TASK ITEM:
Repeat the listing that follows exactly. Pictures are not part of the copy.

····················

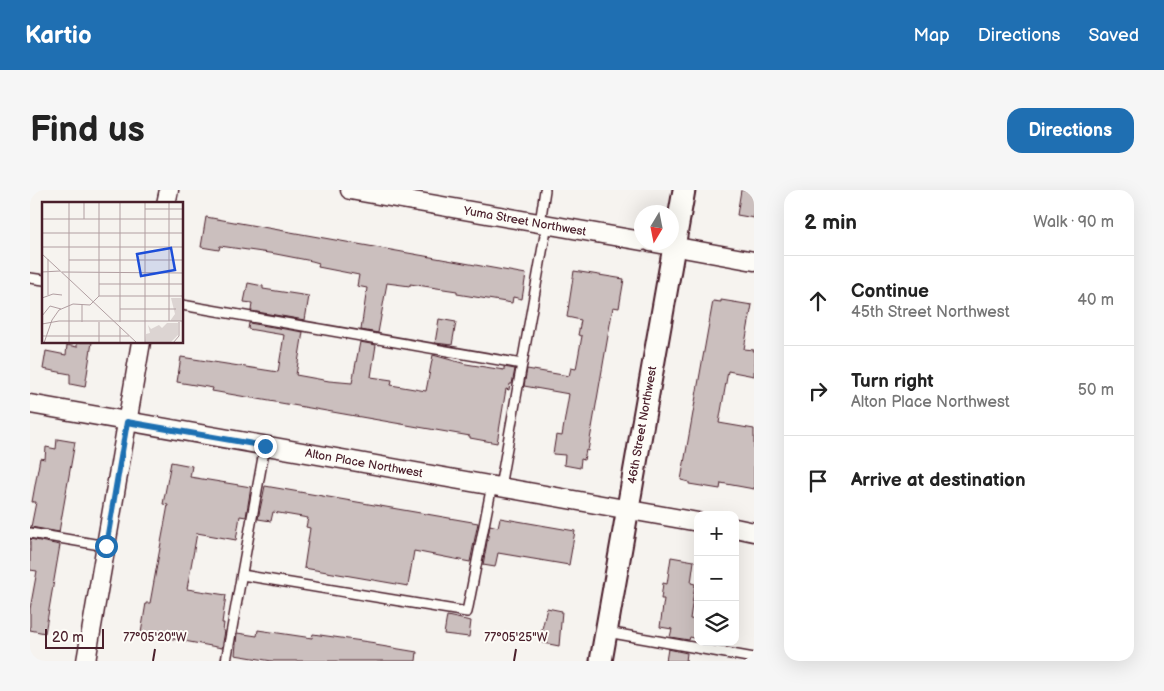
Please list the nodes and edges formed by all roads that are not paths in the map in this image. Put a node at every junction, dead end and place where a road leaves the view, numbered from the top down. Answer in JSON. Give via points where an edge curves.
{"nodes":[{"id":1,"x":350,"y":190,"type":"edge"},
{"id":2,"x":546,"y":190,"type":"edge"},
{"id":3,"x":684,"y":190,"type":"edge"},
{"id":4,"x":679,"y":218,"type":"edge"},
{"id":5,"x":543,"y":224,"type":"junction"},
{"id":6,"x":634,"y":240,"type":"edge"},
{"id":7,"x":679,"y":248,"type":"edge"},
{"id":8,"x":673,"y":250,"type":"edge"},
{"id":9,"x":754,"y":261,"type":"edge"},
{"id":10,"x":184,"y":305,"type":"edge"},
{"id":11,"x":141,"y":344,"type":"edge"},
{"id":12,"x":522,"y":364,"type":"junction"},
{"id":13,"x":30,"y":404,"type":"edge"},
{"id":14,"x":127,"y":422,"type":"junction"},
{"id":15,"x":265,"y":446,"type":"junction"},
{"id":16,"x":496,"y":486,"type":"junction"},
{"id":17,"x":628,"y":509,"type":"junction"},
{"id":18,"x":694,"y":521,"type":"edge"},
{"id":19,"x":739,"y":529,"type":"edge"},
{"id":20,"x":754,"y":532,"type":"edge"},
{"id":21,"x":30,"y":533,"type":"edge"},
{"id":22,"x":106,"y":546,"type":"junction"},
{"id":23,"x":242,"y":575,"type":"junction"},
{"id":24,"x":606,"y":632,"type":"junction"},
{"id":25,"x":754,"y":658,"type":"edge"},
{"id":26,"x":86,"y":661,"type":"edge"},
{"id":27,"x":226,"y":661,"type":"edge"},
{"id":28,"x":601,"y":661,"type":"edge"}],
"edges":[{"from":1,"to":5,"type":"street","name":"Yuma Street Northwest"},
{"from":2,"to":5,"type":"lane"},
{"from":3,"to":4,"type":"street","name":"46th Street Northwest"},
{"from":5,"to":6,"type":"street","name":"Yuma Street Northwest"},
{"from":5,"to":12,"type":"lane"},
{"from":7,"to":9,"type":"street"},
{"from":8,"to":17,"type":"street","name":"46th Street Northwest"},
{"from":10,"to":12,"type":"lane"},
{"from":11,"to":14,"type":"street"},
{"from":12,"to":16,"type":"lane"},
{"from":13,"to":14,"type":"street","name":"Alton Place Northwest"},
{"from":14,"to":15,"type":"street","name":"Alton Place Northwest"},
{"from":14,"to":22,"type":"street"},
{"from":15,"to":16,"type":"street","name":"Alton Place Northwest"},
{"from":15,"to":23,"type":"lane"},
{"from":16,"to":17,"type":"street","name":"Alton Place Northwest"},
{"from":16,"to":23,"type":"lane","via":[[467,612]]},
{"from":17,"to":18,"type":"street","name":"Alton Place Northwest"},
{"from":17,"to":24,"type":"street","name":"46th Street Northwest"},
{"from":19,"to":20,"type":"street"},
{"from":21,"to":22,"type":"lane"},
{"from":22,"to":26,"type":"street"},
{"from":23,"to":27,"type":"lane"},
{"from":24,"to":25,"type":"lane"},
{"from":24,"to":28,"type":"street","name":"46th Street Northwest"}]}
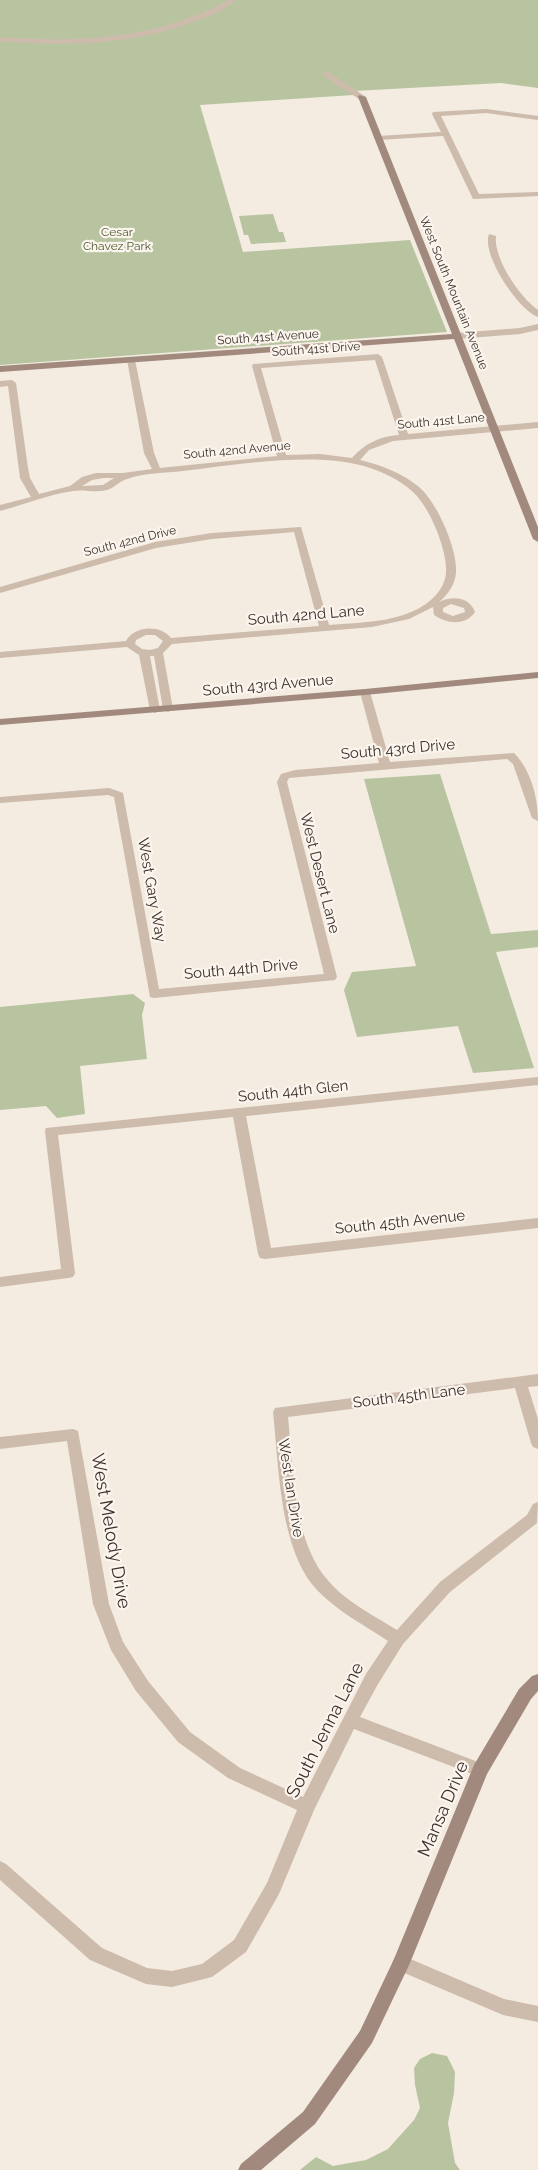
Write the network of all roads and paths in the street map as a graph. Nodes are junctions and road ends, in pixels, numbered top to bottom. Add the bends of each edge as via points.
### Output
1 (233, 0) edge
2 (0, 39) edge
3 (326, 74) dead end
4 (538, 118) edge
5 (446, 134) junction
6 (378, 138) junction
7 (538, 194) edge
8 (492, 236) dead end
9 (538, 314) edge
10 (538, 327) edge
11 (457, 336) junction
12 (131, 360) junction
13 (0, 369) edge
14 (0, 384) edge
15 (538, 425) edge
16 (495, 428) junction
17 (404, 436) junction
18 (282, 459) junction
19 (354, 461) junction
20 (157, 471) junction
21 (36, 498) junction
22 (0, 508) edge
23 (538, 539) edge
24 (0, 590) edge
25 (438, 603) joint
26 (325, 628) junction
27 (168, 641) junction
28 (130, 644) junction
29 (158, 652) junction
30 (144, 653) junction
31 (0, 655) edge
32 (538, 675) edge
33 (365, 692) junction
34 (168, 708) junction
35 (155, 710) junction
36 (0, 722) edge
37 (385, 765) junction
38 (285, 776) joint
39 (0, 800) edge
40 (538, 818) edge
41 (331, 977) joint
42 (154, 994) joint
43 (538, 1082) edge
44 (239, 1113) junction
45 (538, 1224) edge
46 (0, 1282) edge
47 (538, 1380) edge
48 (520, 1382) junction
49 (280, 1412) joint
50 (0, 1443) edge
51 (538, 1443) edge
52 (538, 1508) edge
53 (398, 1639) junction
54 (538, 1681) edge
55 (350, 1720) junction
56 (480, 1770) junction
57 (307, 1807) junction
58 (0, 1869) edge
59 (401, 1963) junction
60 (538, 2014) edge
61 (247, 2170) edge

1 - 2 street via 175,26 106,40
3 - 6 street, West South Mountain Avenue via 362,98
4 - 5 street via 486,112 436,114
5 - 6 street
5 - 7 street via 476,198
6 - 11 street, West South Mountain Avenue
8 - 9 street via 491,244 511,290 527,308
10 - 11 street, South 41st Avenue
11 - 12 street, South 41st Avenue
11 - 16 street, West South Mountain Avenue
12 - 13 street, South 41st Avenue
12 - 20 street via 149,453
14 - 21 street via 12,383 25,478
15 - 16 street, South 41st Lane
16 - 17 street, South 41st Lane
16 - 23 street, West South Mountain Avenue
17 - 18 street, South 41st Drive via 378,357 256,366
17 - 19 street, South 41st Lane via 366,448
18 - 19 street, South 42nd Avenue via 318,457
18 - 20 street, South 42nd Avenue
19 - 25 street, South 42nd Avenue via 392,474 418,490 431,506 452,572
20 - 21 street, South 42nd Avenue via 123,476 106,487 73,488
21 - 22 street, South 42nd Avenue
24 - 26 street, South 42nd Drive via 155,545 212,536 298,529
25 - 26 street, South 42nd Lane via 390,621
26 - 27 street, South 42nd Lane
27 - 28 street, South 42nd Lane via 160,633 145,632 135,635
27 - 29 street via 166,647
28 - 30 street
28 - 31 street, South 42nd Lane
29 - 30 street
29 - 34 street
30 - 35 street
32 - 33 street, South 43rd Avenue
33 - 34 street, South 43rd Avenue
33 - 37 street
34 - 35 street, South 43rd Avenue
35 - 36 street, South 43rd Avenue
37 - 38 street, South 43rd Drive
37 - 40 street, South 43rd Drive via 505,754 514,757
38 - 41 street, West Desert Lane via 282,782
39 - 42 street, West Gary Way via 109,790 121,797
41 - 42 street, South 44th Drive
43 - 44 street, South 44th Glen
44 - 45 street, South 45th Avenue via 265,1254
44 - 46 street, South 44th Glen via 51,1131 68,1273
47 - 48 street, South 45th Lane
48 - 49 street, South 45th Lane
48 - 51 street
49 - 53 street, West Ian Drive via 295,1532 304,1558 320,1583
50 - 57 street, West Melody Drive via 73,1435 101,1604 116,1645 142,1686 184,1737 234,1773
52 - 53 street, South Jenna Lane via 532,1519 445,1587
53 - 55 street, South Jenna Lane
54 - 56 street, Mansa Drive via 524,1694
55 - 56 street
55 - 57 street, South Jenna Lane
56 - 59 street, Mansa Drive
57 - 58 street, South Jenna Lane via 273,1888 240,1946 206,1971 172,1980 146,1976 96,1954
59 - 60 street via 503,2007
59 - 61 street, Mansa Drive via 366,2037 309,2118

····················

EXERCISE SOLUTION:
Please list the nodes and edges formed by all roads that are not paths in the map in this image. Put a node at every junction, dead end and place where a road leaves the view, numbered from the top down. Answer in JSON. Give via points where an edge curves.
{"nodes":[{"id":1,"x":350,"y":190,"type":"edge"},
{"id":2,"x":546,"y":190,"type":"edge"},
{"id":3,"x":684,"y":190,"type":"edge"},
{"id":4,"x":679,"y":218,"type":"edge"},
{"id":5,"x":543,"y":224,"type":"junction"},
{"id":6,"x":634,"y":240,"type":"edge"},
{"id":7,"x":679,"y":248,"type":"edge"},
{"id":8,"x":673,"y":250,"type":"edge"},
{"id":9,"x":754,"y":261,"type":"edge"},
{"id":10,"x":184,"y":305,"type":"edge"},
{"id":11,"x":141,"y":344,"type":"edge"},
{"id":12,"x":522,"y":364,"type":"junction"},
{"id":13,"x":30,"y":404,"type":"edge"},
{"id":14,"x":127,"y":422,"type":"junction"},
{"id":15,"x":265,"y":446,"type":"junction"},
{"id":16,"x":496,"y":486,"type":"junction"},
{"id":17,"x":628,"y":509,"type":"junction"},
{"id":18,"x":694,"y":521,"type":"edge"},
{"id":19,"x":739,"y":529,"type":"edge"},
{"id":20,"x":754,"y":532,"type":"edge"},
{"id":21,"x":30,"y":533,"type":"edge"},
{"id":22,"x":106,"y":546,"type":"junction"},
{"id":23,"x":242,"y":575,"type":"junction"},
{"id":24,"x":606,"y":632,"type":"junction"},
{"id":25,"x":754,"y":658,"type":"edge"},
{"id":26,"x":86,"y":661,"type":"edge"},
{"id":27,"x":226,"y":661,"type":"edge"},
{"id":28,"x":601,"y":661,"type":"edge"}],
"edges":[{"from":1,"to":5,"type":"street","name":"Yuma Street Northwest"},
{"from":2,"to":5,"type":"lane"},
{"from":3,"to":4,"type":"street","name":"46th Street Northwest"},
{"from":5,"to":6,"type":"street","name":"Yuma Street Northwest"},
{"from":5,"to":12,"type":"lane"},
{"from":7,"to":9,"type":"street"},
{"from":8,"to":17,"type":"street","name":"46th Street Northwest"},
{"from":10,"to":12,"type":"lane"},
{"from":11,"to":14,"type":"street"},
{"from":12,"to":16,"type":"lane"},
{"from":13,"to":14,"type":"street","name":"Alton Place Northwest"},
{"from":14,"to":15,"type":"street","name":"Alton Place Northwest"},
{"from":14,"to":22,"type":"street"},
{"from":15,"to":16,"type":"street","name":"Alton Place Northwest"},
{"from":15,"to":23,"type":"lane"},
{"from":16,"to":17,"type":"street","name":"Alton Place Northwest"},
{"from":16,"to":23,"type":"lane","via":[[467,612]]},
{"from":17,"to":18,"type":"street","name":"Alton Place Northwest"},
{"from":17,"to":24,"type":"street","name":"46th Street Northwest"},
{"from":19,"to":20,"type":"street"},
{"from":21,"to":22,"type":"lane"},
{"from":22,"to":26,"type":"street"},
{"from":23,"to":27,"type":"lane"},
{"from":24,"to":25,"type":"lane"},
{"from":24,"to":28,"type":"street","name":"46th Street Northwest"}]}
Write the network of all roads and paths in the street map as a graph. Nodes are junctions and road ends, in pixels, numbered top to bottom. Add the bends of each edge as via points.
### Output
1 (233, 0) edge
2 (0, 39) edge
3 (326, 74) dead end
4 (538, 118) edge
5 (446, 134) junction
6 (378, 138) junction
7 (538, 194) edge
8 (492, 236) dead end
9 (538, 314) edge
10 (538, 327) edge
11 (457, 336) junction
12 (131, 360) junction
13 (0, 369) edge
14 (0, 384) edge
15 (538, 425) edge
16 (495, 428) junction
17 (404, 436) junction
18 (282, 459) junction
19 (354, 461) junction
20 (157, 471) junction
21 (36, 498) junction
22 (0, 508) edge
23 (538, 539) edge
24 (0, 590) edge
25 (438, 603) joint
26 (325, 628) junction
27 (168, 641) junction
28 (130, 644) junction
29 (158, 652) junction
30 (144, 653) junction
31 (0, 655) edge
32 (538, 675) edge
33 (365, 692) junction
34 (168, 708) junction
35 (155, 710) junction
36 (0, 722) edge
37 (385, 765) junction
38 (285, 776) joint
39 (0, 800) edge
40 (538, 818) edge
41 (331, 977) joint
42 (154, 994) joint
43 (538, 1082) edge
44 (239, 1113) junction
45 (538, 1224) edge
46 (0, 1282) edge
47 (538, 1380) edge
48 (520, 1382) junction
49 (280, 1412) joint
50 (0, 1443) edge
51 (538, 1443) edge
52 (538, 1508) edge
53 (398, 1639) junction
54 (538, 1681) edge
55 (350, 1720) junction
56 (480, 1770) junction
57 (307, 1807) junction
58 (0, 1869) edge
59 (401, 1963) junction
60 (538, 2014) edge
61 (247, 2170) edge

1 - 2 street via 175,26 106,40
3 - 6 street, West South Mountain Avenue via 362,98
4 - 5 street via 486,112 436,114
5 - 6 street
5 - 7 street via 476,198
6 - 11 street, West South Mountain Avenue
8 - 9 street via 491,244 511,290 527,308
10 - 11 street, South 41st Avenue
11 - 12 street, South 41st Avenue
11 - 16 street, West South Mountain Avenue
12 - 13 street, South 41st Avenue
12 - 20 street via 149,453
14 - 21 street via 12,383 25,478
15 - 16 street, South 41st Lane
16 - 17 street, South 41st Lane
16 - 23 street, West South Mountain Avenue
17 - 18 street, South 41st Drive via 378,357 256,366
17 - 19 street, South 41st Lane via 366,448
18 - 19 street, South 42nd Avenue via 318,457
18 - 20 street, South 42nd Avenue
19 - 25 street, South 42nd Avenue via 392,474 418,490 431,506 452,572
20 - 21 street, South 42nd Avenue via 123,476 106,487 73,488
21 - 22 street, South 42nd Avenue
24 - 26 street, South 42nd Drive via 155,545 212,536 298,529
25 - 26 street, South 42nd Lane via 390,621
26 - 27 street, South 42nd Lane
27 - 28 street, South 42nd Lane via 160,633 145,632 135,635
27 - 29 street via 166,647
28 - 30 street
28 - 31 street, South 42nd Lane
29 - 30 street
29 - 34 street
30 - 35 street
32 - 33 street, South 43rd Avenue
33 - 34 street, South 43rd Avenue
33 - 37 street
34 - 35 street, South 43rd Avenue
35 - 36 street, South 43rd Avenue
37 - 38 street, South 43rd Drive
37 - 40 street, South 43rd Drive via 505,754 514,757
38 - 41 street, West Desert Lane via 282,782
39 - 42 street, West Gary Way via 109,790 121,797
41 - 42 street, South 44th Drive
43 - 44 street, South 44th Glen
44 - 45 street, South 45th Avenue via 265,1254
44 - 46 street, South 44th Glen via 51,1131 68,1273
47 - 48 street, South 45th Lane
48 - 49 street, South 45th Lane
48 - 51 street
49 - 53 street, West Ian Drive via 295,1532 304,1558 320,1583
50 - 57 street, West Melody Drive via 73,1435 101,1604 116,1645 142,1686 184,1737 234,1773
52 - 53 street, South Jenna Lane via 532,1519 445,1587
53 - 55 street, South Jenna Lane
54 - 56 street, Mansa Drive via 524,1694
55 - 56 street
55 - 57 street, South Jenna Lane
56 - 59 street, Mansa Drive
57 - 58 street, South Jenna Lane via 273,1888 240,1946 206,1971 172,1980 146,1976 96,1954
59 - 60 street via 503,2007
59 - 61 street, Mansa Drive via 366,2037 309,2118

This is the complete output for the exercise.